Task goal - All records must be restated word for word.

Data records -
--- START ---
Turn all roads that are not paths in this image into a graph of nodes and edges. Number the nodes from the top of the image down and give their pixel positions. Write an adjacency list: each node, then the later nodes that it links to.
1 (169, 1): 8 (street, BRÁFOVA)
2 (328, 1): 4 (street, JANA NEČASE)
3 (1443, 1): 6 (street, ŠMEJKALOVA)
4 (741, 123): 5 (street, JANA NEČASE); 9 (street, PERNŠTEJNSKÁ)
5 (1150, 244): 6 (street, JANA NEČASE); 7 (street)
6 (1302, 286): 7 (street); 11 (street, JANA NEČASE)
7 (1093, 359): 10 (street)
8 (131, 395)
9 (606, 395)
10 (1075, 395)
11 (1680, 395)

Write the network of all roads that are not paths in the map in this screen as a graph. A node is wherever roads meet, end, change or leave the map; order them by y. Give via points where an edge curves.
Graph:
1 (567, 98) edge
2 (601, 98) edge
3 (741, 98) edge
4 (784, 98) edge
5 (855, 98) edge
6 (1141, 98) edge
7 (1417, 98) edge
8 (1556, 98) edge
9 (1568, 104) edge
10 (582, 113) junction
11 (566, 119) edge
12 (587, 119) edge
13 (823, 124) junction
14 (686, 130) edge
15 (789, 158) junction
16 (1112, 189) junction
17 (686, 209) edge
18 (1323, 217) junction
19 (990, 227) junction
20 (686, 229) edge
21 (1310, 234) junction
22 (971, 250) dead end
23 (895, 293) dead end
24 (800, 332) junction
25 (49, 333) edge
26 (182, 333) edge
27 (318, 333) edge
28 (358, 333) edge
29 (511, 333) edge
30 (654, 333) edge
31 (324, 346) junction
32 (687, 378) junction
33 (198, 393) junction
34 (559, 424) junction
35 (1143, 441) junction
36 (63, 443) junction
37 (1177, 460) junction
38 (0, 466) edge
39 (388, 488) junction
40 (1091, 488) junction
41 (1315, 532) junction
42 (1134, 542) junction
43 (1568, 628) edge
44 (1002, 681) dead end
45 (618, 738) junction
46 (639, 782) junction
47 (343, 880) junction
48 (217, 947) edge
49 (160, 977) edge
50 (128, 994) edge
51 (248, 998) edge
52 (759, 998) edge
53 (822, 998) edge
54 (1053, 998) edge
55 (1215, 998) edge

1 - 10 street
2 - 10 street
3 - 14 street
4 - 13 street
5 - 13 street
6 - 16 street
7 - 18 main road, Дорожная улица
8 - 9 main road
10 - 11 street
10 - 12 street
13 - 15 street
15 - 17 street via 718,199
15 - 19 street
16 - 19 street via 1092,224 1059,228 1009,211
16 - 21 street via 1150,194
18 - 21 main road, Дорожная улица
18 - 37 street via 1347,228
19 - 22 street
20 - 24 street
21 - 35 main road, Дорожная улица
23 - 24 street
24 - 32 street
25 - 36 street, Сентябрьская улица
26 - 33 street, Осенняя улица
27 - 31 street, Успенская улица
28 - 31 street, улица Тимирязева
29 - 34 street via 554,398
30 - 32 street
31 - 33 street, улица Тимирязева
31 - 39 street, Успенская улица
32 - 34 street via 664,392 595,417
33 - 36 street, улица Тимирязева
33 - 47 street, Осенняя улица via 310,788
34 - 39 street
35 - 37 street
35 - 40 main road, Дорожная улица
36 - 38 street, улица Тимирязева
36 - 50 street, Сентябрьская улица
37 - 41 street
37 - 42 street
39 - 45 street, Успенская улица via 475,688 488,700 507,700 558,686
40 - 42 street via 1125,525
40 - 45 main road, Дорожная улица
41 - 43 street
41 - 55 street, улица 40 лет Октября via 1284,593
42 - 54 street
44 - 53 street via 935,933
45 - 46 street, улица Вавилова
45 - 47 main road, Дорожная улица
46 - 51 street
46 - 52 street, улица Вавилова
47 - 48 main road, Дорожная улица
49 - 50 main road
--- END ---
Written reply -
Turn all roads that are not paths in this image into a graph of nodes and edges. Number the nodes from the top of the image down and give their pixel positions. Write an adjacency list: each node, then the later nodes that it links to.
1 (169, 1): 8 (street, BRÁFOVA)
2 (328, 1): 4 (street, JANA NEČASE)
3 (1443, 1): 6 (street, ŠMEJKALOVA)
4 (741, 123): 5 (street, JANA NEČASE); 9 (street, PERNŠTEJNSKÁ)
5 (1150, 244): 6 (street, JANA NEČASE); 7 (street)
6 (1302, 286): 7 (street); 11 (street, JANA NEČASE)
7 (1093, 359): 10 (street)
8 (131, 395)
9 (606, 395)
10 (1075, 395)
11 (1680, 395)

Write the network of all roads that are not paths in the map in this screen as a graph. A node is wherever roads meet, end, change or leave the map; order them by y. Give via points where an edge curves.
Graph:
1 (567, 98) edge
2 (601, 98) edge
3 (741, 98) edge
4 (784, 98) edge
5 (855, 98) edge
6 (1141, 98) edge
7 (1417, 98) edge
8 (1556, 98) edge
9 (1568, 104) edge
10 (582, 113) junction
11 (566, 119) edge
12 (587, 119) edge
13 (823, 124) junction
14 (686, 130) edge
15 (789, 158) junction
16 (1112, 189) junction
17 (686, 209) edge
18 (1323, 217) junction
19 (990, 227) junction
20 (686, 229) edge
21 (1310, 234) junction
22 (971, 250) dead end
23 (895, 293) dead end
24 (800, 332) junction
25 (49, 333) edge
26 (182, 333) edge
27 (318, 333) edge
28 (358, 333) edge
29 (511, 333) edge
30 (654, 333) edge
31 (324, 346) junction
32 (687, 378) junction
33 (198, 393) junction
34 (559, 424) junction
35 (1143, 441) junction
36 (63, 443) junction
37 (1177, 460) junction
38 (0, 466) edge
39 (388, 488) junction
40 (1091, 488) junction
41 (1315, 532) junction
42 (1134, 542) junction
43 (1568, 628) edge
44 (1002, 681) dead end
45 (618, 738) junction
46 (639, 782) junction
47 (343, 880) junction
48 (217, 947) edge
49 (160, 977) edge
50 (128, 994) edge
51 (248, 998) edge
52 (759, 998) edge
53 (822, 998) edge
54 (1053, 998) edge
55 (1215, 998) edge

1 - 10 street
2 - 10 street
3 - 14 street
4 - 13 street
5 - 13 street
6 - 16 street
7 - 18 main road, Дорожная улица
8 - 9 main road
10 - 11 street
10 - 12 street
13 - 15 street
15 - 17 street via 718,199
15 - 19 street
16 - 19 street via 1092,224 1059,228 1009,211
16 - 21 street via 1150,194
18 - 21 main road, Дорожная улица
18 - 37 street via 1347,228
19 - 22 street
20 - 24 street
21 - 35 main road, Дорожная улица
23 - 24 street
24 - 32 street
25 - 36 street, Сентябрьская улица
26 - 33 street, Осенняя улица
27 - 31 street, Успенская улица
28 - 31 street, улица Тимирязева
29 - 34 street via 554,398
30 - 32 street
31 - 33 street, улица Тимирязева
31 - 39 street, Успенская улица
32 - 34 street via 664,392 595,417
33 - 36 street, улица Тимирязева
33 - 47 street, Осенняя улица via 310,788
34 - 39 street
35 - 37 street
35 - 40 main road, Дорожная улица
36 - 38 street, улица Тимирязева
36 - 50 street, Сентябрьская улица
37 - 41 street
37 - 42 street
39 - 45 street, Успенская улица via 475,688 488,700 507,700 558,686
40 - 42 street via 1125,525
40 - 45 main road, Дорожная улица
41 - 43 street
41 - 55 street, улица 40 лет Октября via 1284,593
42 - 54 street
44 - 53 street via 935,933
45 - 46 street, улица Вавилова
45 - 47 main road, Дорожная улица
46 - 51 street
46 - 52 street, улица Вавилова
47 - 48 main road, Дорожная улица
49 - 50 main road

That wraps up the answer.